Master of Engineering Science
Mechanical and Materials Engineering
With the possibility of a global energy crisis on the horizon, the need for renewable energy processes is more crucial than ever before. Solar energy, specifically solar concentrated collectors can provide a green alternative to fossil fuel consumption, but several factors need to be considered to improve their efficiency and make them viable. The present research is aimed at the development of a novel “Optical Guide” to improve performance of traditional thermal receivers in Parabolic Dish Solar Collectors for use in a domestic solar water heater with PCM latent heat storage integration. Two ray trace programs, SolTrace and Tracer were used to model heat flux distributions developed at the bottom of the optical guide for various altitude angles with results indicating SolTrace to be the most accurate modelling tool for high resolution, reliable flux profiles. Generated flux distributions can be used to model heating mechanisms in the thermal storage unit, once favourable profiles for selected PCMs are determined. Mathematical modelling of the heat exchanger with integrated PCM, conducted under several assumptions to simplify heat transfer mechanisms, will be used to provide the framework for detailed development of the thermal storage system.
Summary for Lay Audience
Decreasing fossil fuel supplies for a potential uprising of global energy demand is a strong driving force to the development of efficient, renewable energy production. Solar concentrated collectors, unlike traditional PV solar cells, are capable of utilizing every wavelength of solar irradiance, allowing for extremely high performance efficiencies for these technologies. A deterrent in the feasibility of concentrated solar collectors is the losses associated when transferring heat collected to usable energy. The research proposes a parabolic dish collector system for use in domestic water heating utilizing a novel concept of reflecting all solar radiation to a thermal storage unit, the 'Optical Guide'. The novel optical guide will use optical physics for determination of component locations and will theoretically be able to transfer heat at higher efficiencies than traditional methodologies.
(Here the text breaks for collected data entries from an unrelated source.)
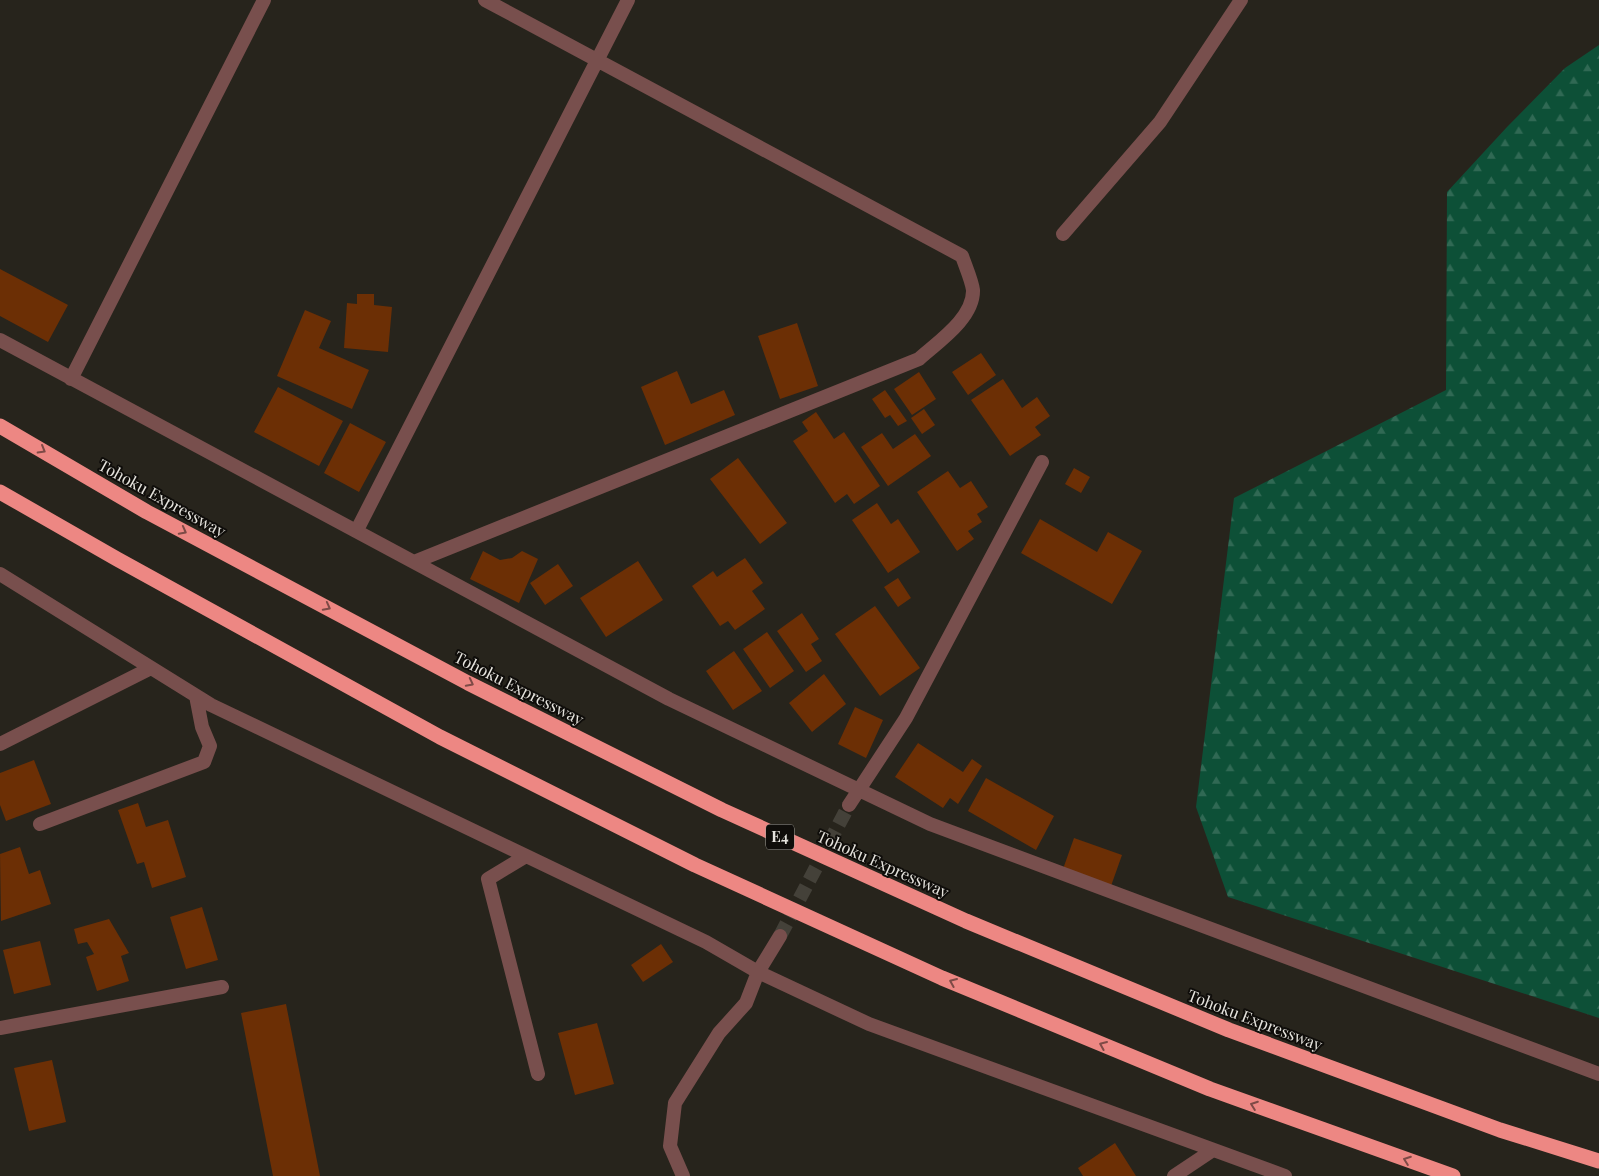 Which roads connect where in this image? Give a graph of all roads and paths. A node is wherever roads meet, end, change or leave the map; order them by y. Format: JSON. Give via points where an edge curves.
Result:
{"nodes":[{"id":1,"x":264,"y":0,"type":"edge"},
{"id":2,"x":485,"y":0,"type":"edge"},
{"id":3,"x":628,"y":0,"type":"edge"},
{"id":4,"x":1242,"y":0,"type":"edge"},
{"id":5,"x":597,"y":61,"type":"junction"},
{"id":6,"x":1063,"y":234,"type":"dead end"},
{"id":7,"x":0,"y":340,"type":"edge"},
{"id":8,"x":71,"y":379,"type":"junction"},
{"id":9,"x":0,"y":426,"type":"edge"},
{"id":10,"x":1042,"y":462,"type":"dead end"},
{"id":11,"x":0,"y":492,"type":"edge"},
{"id":12,"x":357,"y":530,"type":"junction"},
{"id":13,"x":414,"y":562,"type":"junction"},
{"id":14,"x":0,"y":574,"type":"edge"},
{"id":15,"x":151,"y":668,"type":"junction"},
{"id":16,"x":196,"y":696,"type":"junction"},
{"id":17,"x":0,"y":744,"type":"edge"},
{"id":18,"x":858,"y":790,"type":"junction"},
{"id":19,"x":849,"y":805,"type":"tunnel mouth"},
{"id":20,"x":40,"y":824,"type":"dead end"},
{"id":21,"x":526,"y":856,"type":"junction"},
{"id":22,"x":780,"y":936,"type":"tunnel mouth"},
{"id":23,"x":758,"y":972,"type":"junction"},
{"id":24,"x":222,"y":987,"type":"dead end"},
{"id":25,"x":0,"y":1028,"type":"edge"},
{"id":26,"x":538,"y":1074,"type":"dead end"},
{"id":27,"x":1599,"y":1074,"type":"edge"},
{"id":28,"x":1213,"y":1150,"type":"junction"},
{"id":29,"x":1599,"y":1161,"type":"edge"},
{"id":30,"x":683,"y":1176,"type":"edge"},
{"id":31,"x":1174,"y":1176,"type":"edge"},
{"id":32,"x":1285,"y":1176,"type":"edge"},
{"id":33,"x":1453,"y":1176,"type":"edge"}],
"edges":[{"from":1,"to":8,"type":"street"},
{"from":2,"to":5,"type":"street"},
{"from":3,"to":5,"type":"street"},
{"from":4,"to":6,"type":"street","via":[[1160,122]]},
{"from":5,"to":12,"type":"street"},
{"from":5,"to":13,"type":"street","via":[[962,256],[973,290],[969,309],[951,332],[919,359]]},
{"from":7,"to":8,"type":"street"},
{"from":8,"to":12,"type":"street"},
{"from":9,"to":29,"type":"highway","name":"Tohoku Expressway","number":"E4","one_way":true,"via":[[147,512],[468,683],[722,810],[966,921],[1229,1030],[1500,1130]]},
{"from":10,"to":18,"type":"street","via":[[906,718]]},
{"from":33,"to":11,"type":"highway","one_way":true,"via":[[1210,1089],[942,978],[696,865],[440,737]]},
{"from":12,"to":13,"type":"street"},
{"from":13,"to":18,"type":"street","via":[[669,699]]},
{"from":14,"to":15,"type":"street"},
{"from":15,"to":16,"type":"street"},
{"from":15,"to":17,"type":"street"},
{"from":16,"to":20,"type":"street","via":[[202,727],[210,746],[204,762]]},
{"from":16,"to":21,"type":"street"},
{"from":18,"to":19,"type":"street"},
{"from":18,"to":27,"type":"street","via":[[930,824]]},
{"from":21,"to":23,"type":"street","via":[[706,942]]},
{"from":21,"to":26,"type":"street","via":[[488,879]]},
{"from":22,"to":23,"type":"street"},
{"from":23,"to":28,"type":"street","via":[[869,1024]]},
{"from":23,"to":30,"type":"street","via":[[746,1003],[719,1033],[675,1103],[670,1146]]},
{"from":24,"to":25,"type":"street"},
{"from":28,"to":31,"type":"street"},
{"from":28,"to":32,"type":"street"}]}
Ray trace programs are used to model the flux that is produced in the optical guide to better understand heating mechanisms that occur in the thermal storage unit. Framework for a highly detailed mathematical model is developed and analyzed through alteration of key operating conditions for the solar water heating system.
Charran, Zane, "Development of an Optical Guide for Parabolic Dish Solar Collectors" (2020). Electronic Thesis and Dissertation Repository. 7404.